Introduction
This is the branch article about Deep Reinforcement Learning.
Main contribution is here.
https://qiita.com/Rowing0914/items/9c5b4ffeb15f4fc12340
In this article, I would like to summarise a famous research paper about DDQN.
Also, i would like to share the implementation as well!
Hope you will like it!
Link: double q network
https://papers.nips.cc/paper/3964-double-q-learning.pdf
double dqn
https://arxiv.org/pdf/1509.06461.pdf
Main Contributor: Hado van Hasselt
Overestimation of Q-learning
What we have seen in the deep q network was quite brilliant achievement.

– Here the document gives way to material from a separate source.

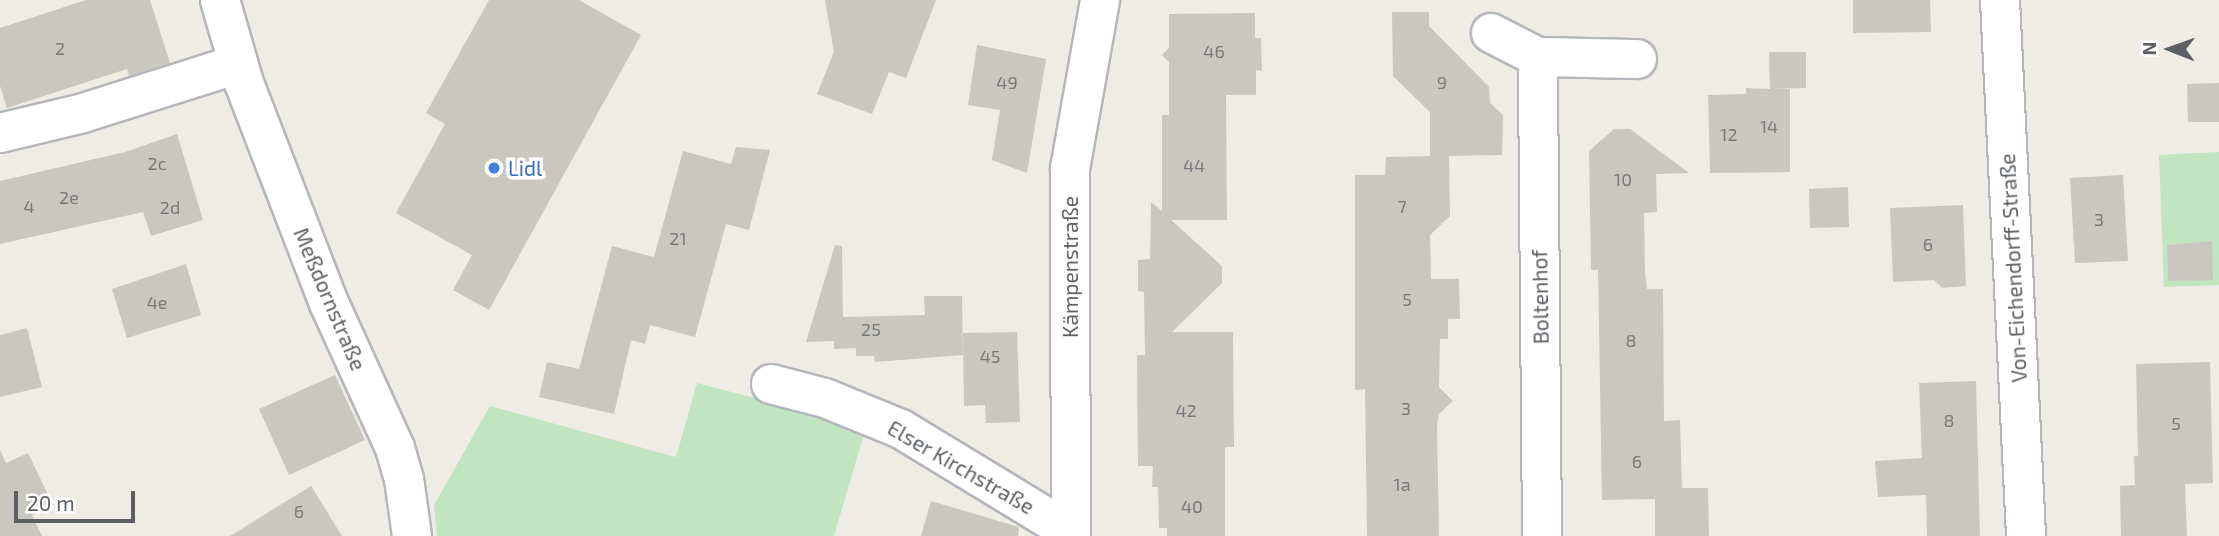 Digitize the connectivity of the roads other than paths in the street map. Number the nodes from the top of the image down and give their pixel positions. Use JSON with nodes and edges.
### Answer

Especially the generalisation for various games of Atari-26000, it outperformed the previous benchmark significantly. However, Hasselt et al have found the huge overestimation arising in value estimation as well. To avoid this overestimation, they have introduced DDQN(deep double q network). Indeed, this was not the first time for the overestimation to be reported, actually this problem has certainly long history since Q-Learning was introduced by Watkins in 1989. Since then many researchers have been tried to extend this immense algorithm to reach higher goal.
And Hasselt was one of them, and found that the optimism arise in the step of maximisatoin of the value function in some stochastic environments using q-learning. And even the novel approach introduced by Mnih et al., 2015 has caused the same issue as well.

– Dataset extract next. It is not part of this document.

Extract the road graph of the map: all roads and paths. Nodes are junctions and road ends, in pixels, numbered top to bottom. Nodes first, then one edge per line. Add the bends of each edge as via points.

So with the foundation of double q learning, they have approached this issue.

Double Q Learning algo
In double q learning, they have approached the issue of overestimation which caused by the usage of the value function for updating and selecting action.
To avoid this, they used two different action-value function for the process of maximisation of the expected values in next step. Each Q function is updated with a value from the other Q function for the next state.

Deep Double Q Learning
Simply replacing the q function with the approximated estimate neural network.

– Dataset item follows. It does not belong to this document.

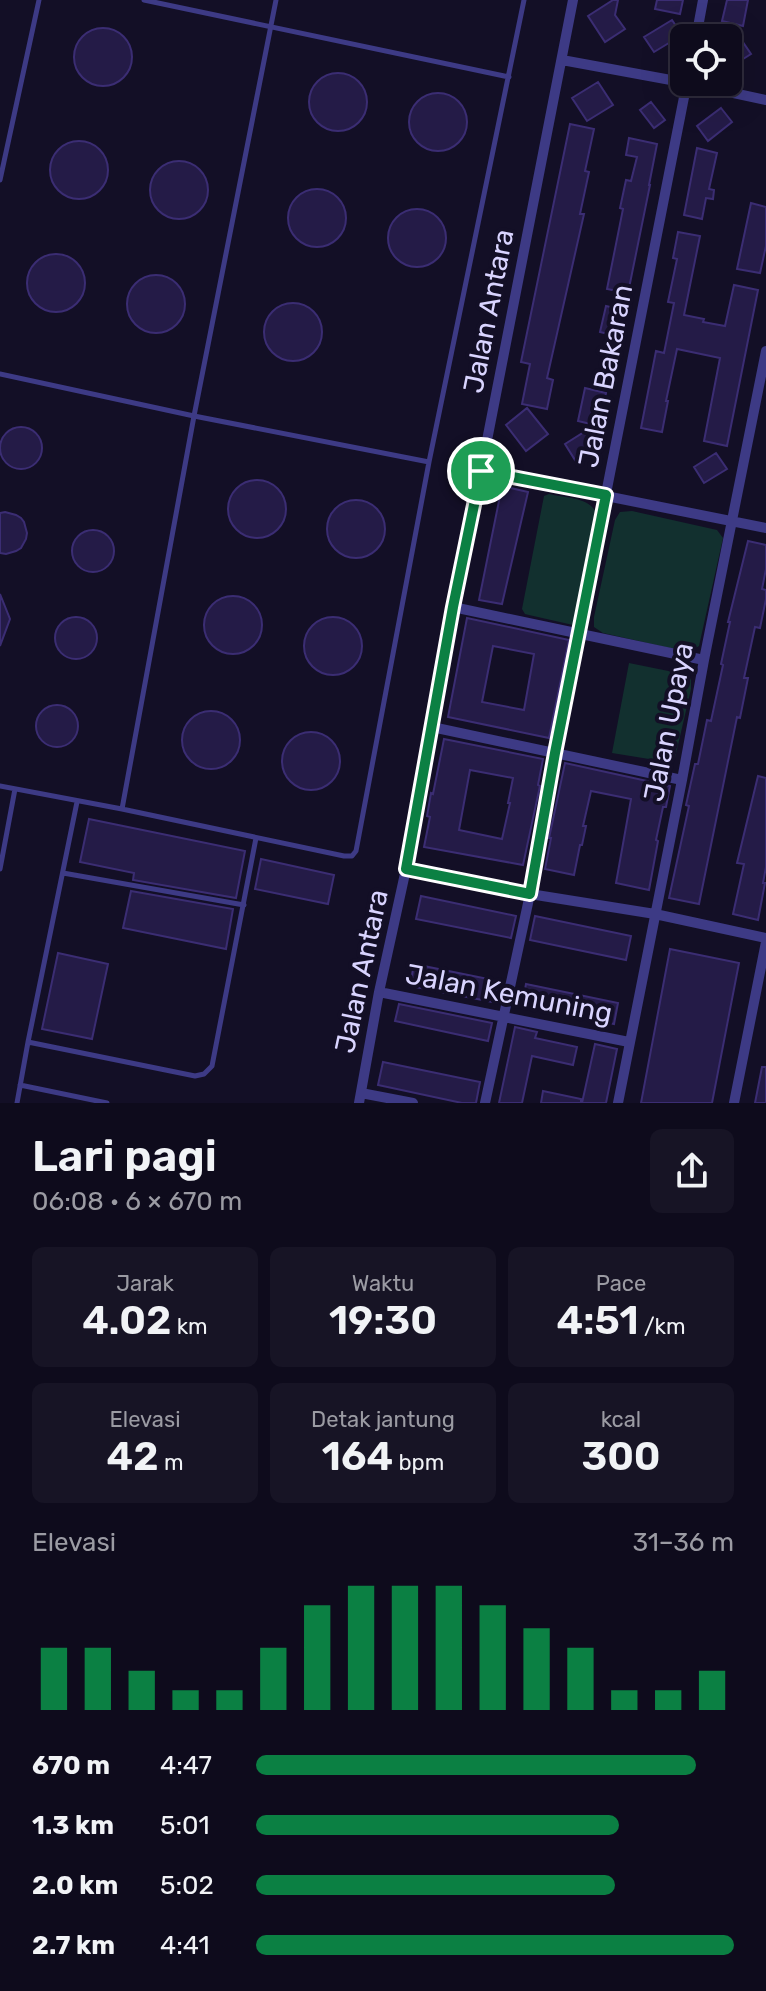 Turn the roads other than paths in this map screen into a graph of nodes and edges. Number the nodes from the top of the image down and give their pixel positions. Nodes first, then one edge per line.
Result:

The update algo is same as DQN.
Implementation
Try this!
it's using keras and well implemented!
Mind this point below.
def run_experiment(self, agent):
self.env.monitor.start('/tmp/cartpole', force=True)
for n in range(N_EPISODES):
self.run_episode(agent)
self.env.monitor.close()
pass
this should be
def run_experiment(self, agent):
for n in range(N_EPISODES):
self.run_episode(agent)
pass